There is neither a first nor a last word and there are no limits to the dialogic context (it extends into the boundless past and the boundless future)… Nothing is absolutely dead: every meaning will have its homecoming festival.
–Mikhail Bakhtin in Speech Genres
“I said to him, I said…” I caught myself saying in a bout of storytelling at dinner with friends the other night as I relished another swallow of Tsing Tao.
When I was only old enough to drink white pop cherried up to look like wine for family holidays, I would smile at my uncle, Deloss, for his liberal use of of this folksy attribution.
“So, I says to him, I says, I says…” he would tell us, dentures clicking.
We called him Uncle Dee, but he was actually married to my grandmother’s aunt, Rosie, which would make him something like my great-great-uncle. And he was great. He would speed us down the river in his old aluminum boat through the backwater sloughs of the Mississippi to his cabin where my sister and I would fish for bluegill with bamboo poles, and he’d save us from long green water snakes.
I was perhaps 23 when he died, and he 93, but with the friendly, upbeat, and active life I have chosen as my example. I am mostly a failure in living up to the example, but I try.
Weeks before he fell asleep in his chair for the last time, he’d slipped me five dollars specifically earmarked for ice cream. He was famous for big bowls of ice cream. I bought a half gallon of the rich and expensive stuff with nuts and ate most of it.
After he was gone, I couldn’t let go of this frozen talisman in my ice box. It wasn’t until nearly a year later, when my first wife, Lynn, and I were packing to move from Madison to Des Moines that she took me aside and told me it was time to let go, and I washed my creamy memories down the sink.
In an English class at Iowa State where I passed some time and tried, unsuccessfully, to find myself, though never completed a degree, I remember a spirited discussion on Bakhtin, in which I was cast in the role of lone white male positivist kibble fed to hungry post-modernist, Marxist wolves. On college campuses, where sophomoric dialog devolves into vitriol faster than you can say ad hominem, it’s easy to start something if you like a scrap and know how to pick the wrong side.
“So,” I wrinkled my nose, “You’re suggesting that Bakhtin would say that the words my great-great-great-grandmother, whom I never met, uttered in German at some distant time in the past on another continent has a discernable presence in the utterance that I’m uttering at this moment?”
“Exactly,” came the chorus.
“And you all agree with this?”
“Of course,” came the credulity, followed by the stares of a zealous mob, suddenly awake to the presence of a nonbeliever.
“Bullshit,” I said simply.
Tonight, however, I am up late, unable to sleep, anxious about a marathon for which I haven’t trained and troubled by a quarrel I’m unable to resolve with the person I love most over the placement of some storage boxes, and Bakhtin’s words are alive in mine, his thoughts in my mind and my conversation with you, the way my uncle’s words crept into my speech at dinner, the way my father sometimes says “Outen the light” with a wink as his Pennsylvania Dutch grandmother did, the way raisins find their way into my family’s dressing at holidays because of our German forbears.

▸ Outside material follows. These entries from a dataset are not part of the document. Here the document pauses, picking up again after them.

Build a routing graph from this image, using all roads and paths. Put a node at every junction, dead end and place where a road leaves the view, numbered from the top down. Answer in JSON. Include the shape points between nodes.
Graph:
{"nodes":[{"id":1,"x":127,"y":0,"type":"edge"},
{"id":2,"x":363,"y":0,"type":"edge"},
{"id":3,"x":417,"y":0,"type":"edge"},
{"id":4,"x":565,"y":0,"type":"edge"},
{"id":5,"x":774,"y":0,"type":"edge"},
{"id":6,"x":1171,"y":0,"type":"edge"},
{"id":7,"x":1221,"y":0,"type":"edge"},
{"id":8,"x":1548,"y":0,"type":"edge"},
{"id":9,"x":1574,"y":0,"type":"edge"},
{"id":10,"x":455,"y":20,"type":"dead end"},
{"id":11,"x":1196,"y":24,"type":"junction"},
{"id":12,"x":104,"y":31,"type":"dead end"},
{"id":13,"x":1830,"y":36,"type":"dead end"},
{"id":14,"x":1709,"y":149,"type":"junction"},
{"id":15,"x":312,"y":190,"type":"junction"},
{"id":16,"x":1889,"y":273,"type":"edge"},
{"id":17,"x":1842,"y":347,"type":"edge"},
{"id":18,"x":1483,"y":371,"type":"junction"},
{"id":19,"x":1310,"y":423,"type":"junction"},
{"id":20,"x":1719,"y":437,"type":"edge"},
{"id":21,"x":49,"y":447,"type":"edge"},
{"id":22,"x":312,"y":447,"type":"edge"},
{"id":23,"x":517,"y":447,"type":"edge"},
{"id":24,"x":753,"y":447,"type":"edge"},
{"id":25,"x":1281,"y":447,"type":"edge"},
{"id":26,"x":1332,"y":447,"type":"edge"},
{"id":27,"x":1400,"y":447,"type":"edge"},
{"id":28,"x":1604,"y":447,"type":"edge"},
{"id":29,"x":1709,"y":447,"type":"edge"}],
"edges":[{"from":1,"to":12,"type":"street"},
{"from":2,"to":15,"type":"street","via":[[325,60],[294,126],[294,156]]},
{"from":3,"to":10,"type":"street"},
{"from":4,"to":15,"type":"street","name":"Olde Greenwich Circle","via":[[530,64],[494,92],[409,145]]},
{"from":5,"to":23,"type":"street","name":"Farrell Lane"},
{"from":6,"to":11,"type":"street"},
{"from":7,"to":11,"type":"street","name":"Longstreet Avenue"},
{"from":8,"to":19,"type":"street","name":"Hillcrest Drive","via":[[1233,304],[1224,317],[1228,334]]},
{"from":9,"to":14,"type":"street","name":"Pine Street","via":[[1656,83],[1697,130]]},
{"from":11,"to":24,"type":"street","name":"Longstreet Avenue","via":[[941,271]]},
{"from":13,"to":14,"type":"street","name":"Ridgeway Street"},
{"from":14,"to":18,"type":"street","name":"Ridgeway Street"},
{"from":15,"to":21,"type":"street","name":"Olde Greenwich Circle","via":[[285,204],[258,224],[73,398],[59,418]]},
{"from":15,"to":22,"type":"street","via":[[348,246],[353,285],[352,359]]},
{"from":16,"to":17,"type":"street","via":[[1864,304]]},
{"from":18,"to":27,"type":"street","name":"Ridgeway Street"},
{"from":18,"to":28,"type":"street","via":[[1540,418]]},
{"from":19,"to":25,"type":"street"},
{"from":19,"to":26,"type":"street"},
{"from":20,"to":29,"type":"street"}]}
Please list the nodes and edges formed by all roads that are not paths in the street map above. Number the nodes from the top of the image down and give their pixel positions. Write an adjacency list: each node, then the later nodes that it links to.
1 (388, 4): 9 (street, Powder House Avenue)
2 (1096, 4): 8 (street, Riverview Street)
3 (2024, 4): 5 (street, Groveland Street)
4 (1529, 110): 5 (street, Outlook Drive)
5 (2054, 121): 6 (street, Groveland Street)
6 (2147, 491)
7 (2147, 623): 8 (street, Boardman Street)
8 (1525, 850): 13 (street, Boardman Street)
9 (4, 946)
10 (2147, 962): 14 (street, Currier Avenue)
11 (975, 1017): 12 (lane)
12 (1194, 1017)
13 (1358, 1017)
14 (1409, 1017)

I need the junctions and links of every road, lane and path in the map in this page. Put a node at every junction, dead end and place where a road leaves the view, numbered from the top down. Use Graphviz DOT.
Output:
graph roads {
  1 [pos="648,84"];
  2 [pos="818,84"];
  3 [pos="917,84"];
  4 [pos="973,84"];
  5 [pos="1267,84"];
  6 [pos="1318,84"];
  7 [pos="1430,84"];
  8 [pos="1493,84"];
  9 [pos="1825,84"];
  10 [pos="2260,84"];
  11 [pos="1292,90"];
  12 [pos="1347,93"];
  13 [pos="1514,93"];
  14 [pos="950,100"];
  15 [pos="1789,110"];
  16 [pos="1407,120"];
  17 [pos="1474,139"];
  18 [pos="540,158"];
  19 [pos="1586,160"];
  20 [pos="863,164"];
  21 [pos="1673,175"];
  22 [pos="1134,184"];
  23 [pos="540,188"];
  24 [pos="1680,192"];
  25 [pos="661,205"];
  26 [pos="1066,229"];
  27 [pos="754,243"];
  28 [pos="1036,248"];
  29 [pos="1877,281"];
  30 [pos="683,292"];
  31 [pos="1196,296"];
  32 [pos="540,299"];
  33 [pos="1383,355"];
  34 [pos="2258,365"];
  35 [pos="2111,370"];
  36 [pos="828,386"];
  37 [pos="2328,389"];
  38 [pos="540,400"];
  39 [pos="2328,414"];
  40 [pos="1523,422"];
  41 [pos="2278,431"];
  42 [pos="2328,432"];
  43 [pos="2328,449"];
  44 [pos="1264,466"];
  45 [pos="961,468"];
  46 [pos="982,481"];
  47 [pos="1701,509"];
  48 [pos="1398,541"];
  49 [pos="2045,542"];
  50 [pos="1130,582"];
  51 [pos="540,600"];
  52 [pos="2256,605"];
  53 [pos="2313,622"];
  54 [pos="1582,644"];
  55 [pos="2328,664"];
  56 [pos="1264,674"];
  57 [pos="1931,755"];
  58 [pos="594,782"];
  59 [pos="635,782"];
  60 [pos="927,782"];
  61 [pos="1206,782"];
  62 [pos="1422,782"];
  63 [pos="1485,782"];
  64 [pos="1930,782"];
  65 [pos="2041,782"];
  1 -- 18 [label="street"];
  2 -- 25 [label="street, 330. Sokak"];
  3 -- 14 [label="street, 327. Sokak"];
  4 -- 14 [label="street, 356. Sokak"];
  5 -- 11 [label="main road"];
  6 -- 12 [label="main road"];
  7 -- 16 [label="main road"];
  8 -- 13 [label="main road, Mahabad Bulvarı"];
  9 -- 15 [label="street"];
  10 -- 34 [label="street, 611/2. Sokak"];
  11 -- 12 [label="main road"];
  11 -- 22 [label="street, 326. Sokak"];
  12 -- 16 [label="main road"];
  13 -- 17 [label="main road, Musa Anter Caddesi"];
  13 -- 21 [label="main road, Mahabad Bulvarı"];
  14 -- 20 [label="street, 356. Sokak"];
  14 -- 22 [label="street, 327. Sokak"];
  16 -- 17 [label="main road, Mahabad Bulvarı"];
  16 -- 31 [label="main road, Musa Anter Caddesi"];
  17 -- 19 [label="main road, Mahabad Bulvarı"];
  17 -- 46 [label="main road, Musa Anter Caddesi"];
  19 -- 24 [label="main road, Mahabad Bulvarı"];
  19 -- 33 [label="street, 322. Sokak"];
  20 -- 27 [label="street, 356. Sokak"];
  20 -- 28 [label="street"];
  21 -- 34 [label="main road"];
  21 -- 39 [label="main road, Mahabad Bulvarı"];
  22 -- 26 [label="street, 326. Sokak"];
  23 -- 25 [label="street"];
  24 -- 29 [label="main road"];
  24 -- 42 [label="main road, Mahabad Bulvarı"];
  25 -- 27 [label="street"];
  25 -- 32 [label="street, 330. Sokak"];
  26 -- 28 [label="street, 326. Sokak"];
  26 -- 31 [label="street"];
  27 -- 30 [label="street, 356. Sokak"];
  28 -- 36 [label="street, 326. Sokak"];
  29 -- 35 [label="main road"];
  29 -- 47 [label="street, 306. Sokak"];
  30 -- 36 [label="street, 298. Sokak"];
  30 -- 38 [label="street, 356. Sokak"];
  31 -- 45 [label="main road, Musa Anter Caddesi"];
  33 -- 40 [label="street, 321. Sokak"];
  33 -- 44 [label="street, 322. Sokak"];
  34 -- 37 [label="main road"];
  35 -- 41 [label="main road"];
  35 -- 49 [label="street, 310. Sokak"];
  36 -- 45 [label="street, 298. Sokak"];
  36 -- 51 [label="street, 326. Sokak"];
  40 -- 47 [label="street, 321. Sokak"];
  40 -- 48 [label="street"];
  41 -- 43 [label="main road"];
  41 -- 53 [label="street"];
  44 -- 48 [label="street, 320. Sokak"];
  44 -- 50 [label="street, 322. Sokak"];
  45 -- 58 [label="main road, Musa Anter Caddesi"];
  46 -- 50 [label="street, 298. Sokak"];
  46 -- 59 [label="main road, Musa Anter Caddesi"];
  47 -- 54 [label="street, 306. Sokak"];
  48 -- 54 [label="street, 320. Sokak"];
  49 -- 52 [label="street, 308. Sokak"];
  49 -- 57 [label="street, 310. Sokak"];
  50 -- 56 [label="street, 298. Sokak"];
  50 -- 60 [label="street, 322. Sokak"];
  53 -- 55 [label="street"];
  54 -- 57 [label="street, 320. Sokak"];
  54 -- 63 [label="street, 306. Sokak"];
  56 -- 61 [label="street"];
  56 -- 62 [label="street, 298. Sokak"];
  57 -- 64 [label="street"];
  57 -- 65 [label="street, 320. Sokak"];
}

I wonder about the people because of whom I’m here, who boarded boats in Cork and Plymouth, who left Hanover on the river Leine for the bluffs along Big Muddy in the old Wisconsin Territory. When I speak, are they saying, “Can you hear me, now?”
We are all, I think, part of a conversation that has been going on a long time, and I am so glad to hear Deloss’ voice from my mouth, that I think I will use it when I wear dentures and have my own great-great-nephews.